### THE DATA
★ ★ ★ ★ ★
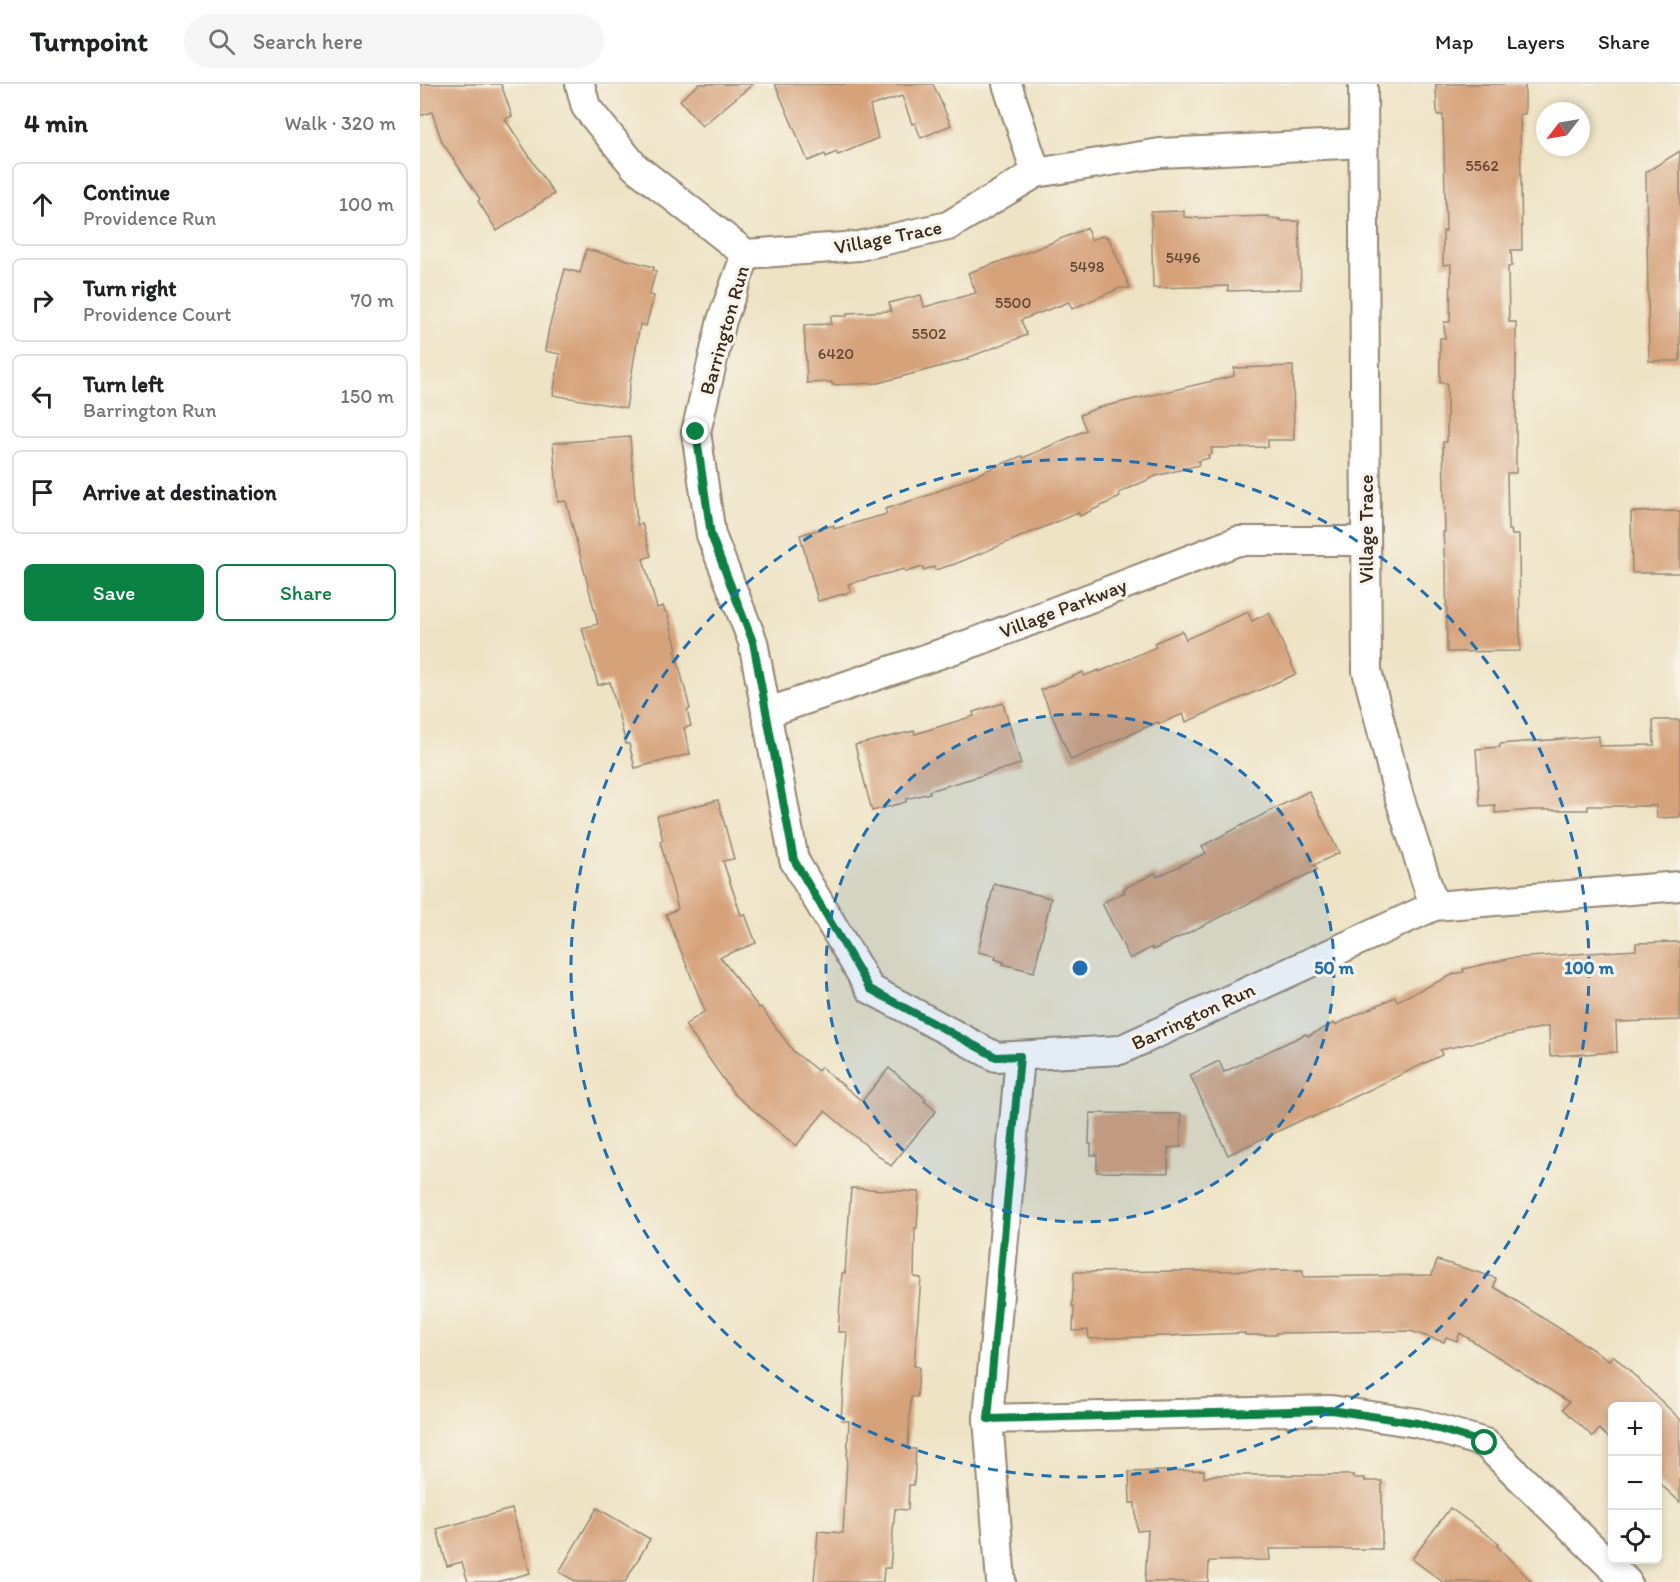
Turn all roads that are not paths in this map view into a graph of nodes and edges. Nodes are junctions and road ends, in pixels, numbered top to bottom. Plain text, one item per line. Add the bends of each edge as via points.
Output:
1 (580, 84) edge
2 (1007, 84) edge
3 (1363, 84) edge
4 (1364, 143) junction
5 (1036, 173) junction
6 (746, 254) junction
7 (1366, 542) junction
8 (766, 713) junction
9 (1680, 886) edge
10 (1434, 906) junction
11 (1020, 1056) junction
12 (988, 1419) junction
13 (1001, 1582) edge
14 (1627, 1582) edge

1 - 6 street via 586,107 635,167
2 - 5 street
3 - 4 street, Village Trace
4 - 5 street, Village Trace via 1160,153
4 - 7 street, Village Trace
5 - 6 street, Village Trace via 948,226 859,246
6 - 8 street, Barrington Run via 722,320 696,432 711,535 753,642
7 - 8 street, Village Parkway via 1238,542 978,641
7 - 10 street, Village Trace via 1367,671 1398,793
8 - 11 street, Barrington Run via 794,860 870,989 996,1057
9 - 10 street, Barrington Run
10 - 11 street, Barrington Run via 1120,1050
11 - 12 street
12 - 13 street
12 - 14 street via 1331,1410 1418,1423 1485,1443

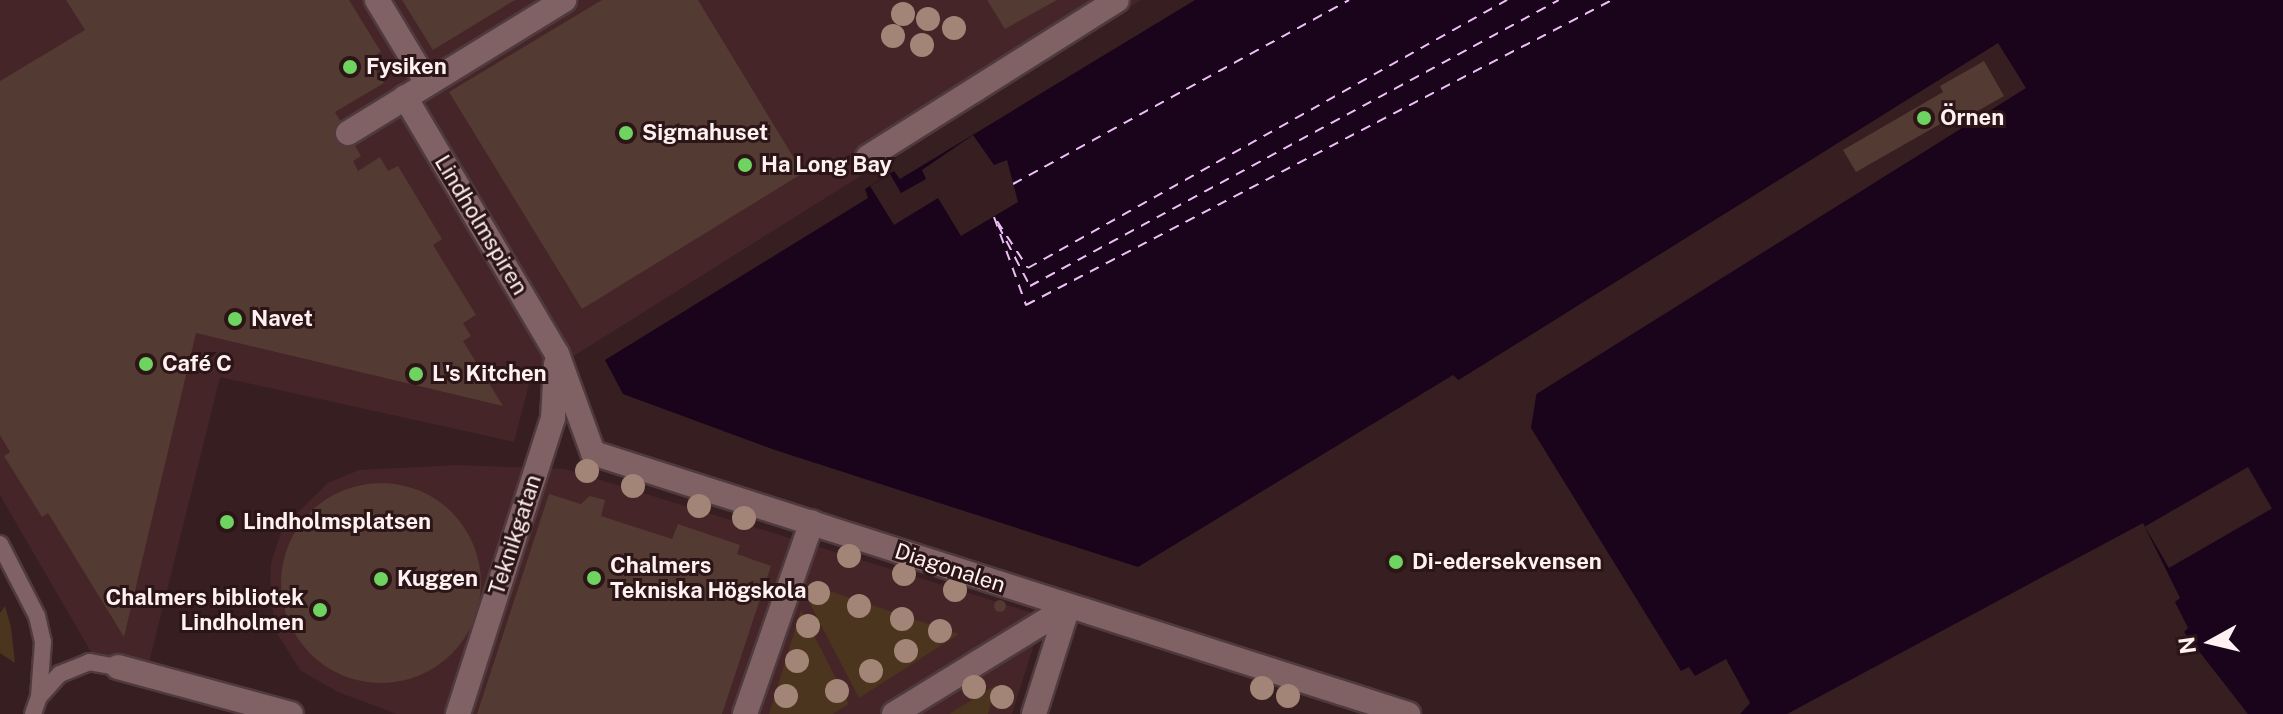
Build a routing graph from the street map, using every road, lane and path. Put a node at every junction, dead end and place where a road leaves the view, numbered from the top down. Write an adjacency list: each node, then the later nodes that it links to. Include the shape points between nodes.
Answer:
1 (377, 0): 4 (street)
2 (564, 0): 4 (street)
3 (1117, 0): 7 (street)
4 (427, 83): 5 (street)
5 (405, 97): 6 (street); 8 (street, Lindholmspiren)
6 (348, 133)
7 (868, 157)
8 (557, 354): 9 (street, Diagonalen, via 593,453); 16 (street, Teknikgatan, via 553,418)
9 (812, 522): 11 (street, Diagonalen); 17 (street)
10 (0, 544): 13 (lane, via 37,616 43,642)
11 (1068, 607): 18 (street); 19 (street); 20 (street, Diagonalen)
12 (118, 667): 13 (lane, via 89,662 60,674); 15 (street)
13 (39, 697): 14 (lane)
14 (33, 714)
15 (291, 714)
16 (458, 714)
17 (745, 714)
18 (894, 714)
19 (1034, 714)
20 (1408, 714)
★ ★ ★ ★ ★
Write out the material above without changing a word, and skip any picture.

Turn all roads that are not paths in this map view into a graph of nodes and edges. Nodes are junctions and road ends, in pixels, numbered top to bottom. Plain text, one item per line. Add the bends of each edge as via points.
Output:
1 (580, 84) edge
2 (1007, 84) edge
3 (1363, 84) edge
4 (1364, 143) junction
5 (1036, 173) junction
6 (746, 254) junction
7 (1366, 542) junction
8 (766, 713) junction
9 (1680, 886) edge
10 (1434, 906) junction
11 (1020, 1056) junction
12 (988, 1419) junction
13 (1001, 1582) edge
14 (1627, 1582) edge

1 - 6 street via 586,107 635,167
2 - 5 street
3 - 4 street, Village Trace
4 - 5 street, Village Trace via 1160,153
4 - 7 street, Village Trace
5 - 6 street, Village Trace via 948,226 859,246
6 - 8 street, Barrington Run via 722,320 696,432 711,535 753,642
7 - 8 street, Village Parkway via 1238,542 978,641
7 - 10 street, Village Trace via 1367,671 1398,793
8 - 11 street, Barrington Run via 794,860 870,989 996,1057
9 - 10 street, Barrington Run
10 - 11 street, Barrington Run via 1120,1050
11 - 12 street
12 - 13 street
12 - 14 street via 1331,1410 1418,1423 1485,1443

Build a routing graph from the street map, using every road, lane and path. Put a node at every junction, dead end and place where a road leaves the view, numbered from the top down. Write an adjacency list: each node, then the later nodes that it links to. Include the shape points between nodes.
Answer:
1 (377, 0): 4 (street)
2 (564, 0): 4 (street)
3 (1117, 0): 7 (street)
4 (427, 83): 5 (street)
5 (405, 97): 6 (street); 8 (street, Lindholmspiren)
6 (348, 133)
7 (868, 157)
8 (557, 354): 9 (street, Diagonalen, via 593,453); 16 (street, Teknikgatan, via 553,418)
9 (812, 522): 11 (street, Diagonalen); 17 (street)
10 (0, 544): 13 (lane, via 37,616 43,642)
11 (1068, 607): 18 (street); 19 (street); 20 (street, Diagonalen)
12 (118, 667): 13 (lane, via 89,662 60,674); 15 (street)
13 (39, 697): 14 (lane)
14 (33, 714)
15 (291, 714)
16 (458, 714)
17 (745, 714)
18 (894, 714)
19 (1034, 714)
20 (1408, 714)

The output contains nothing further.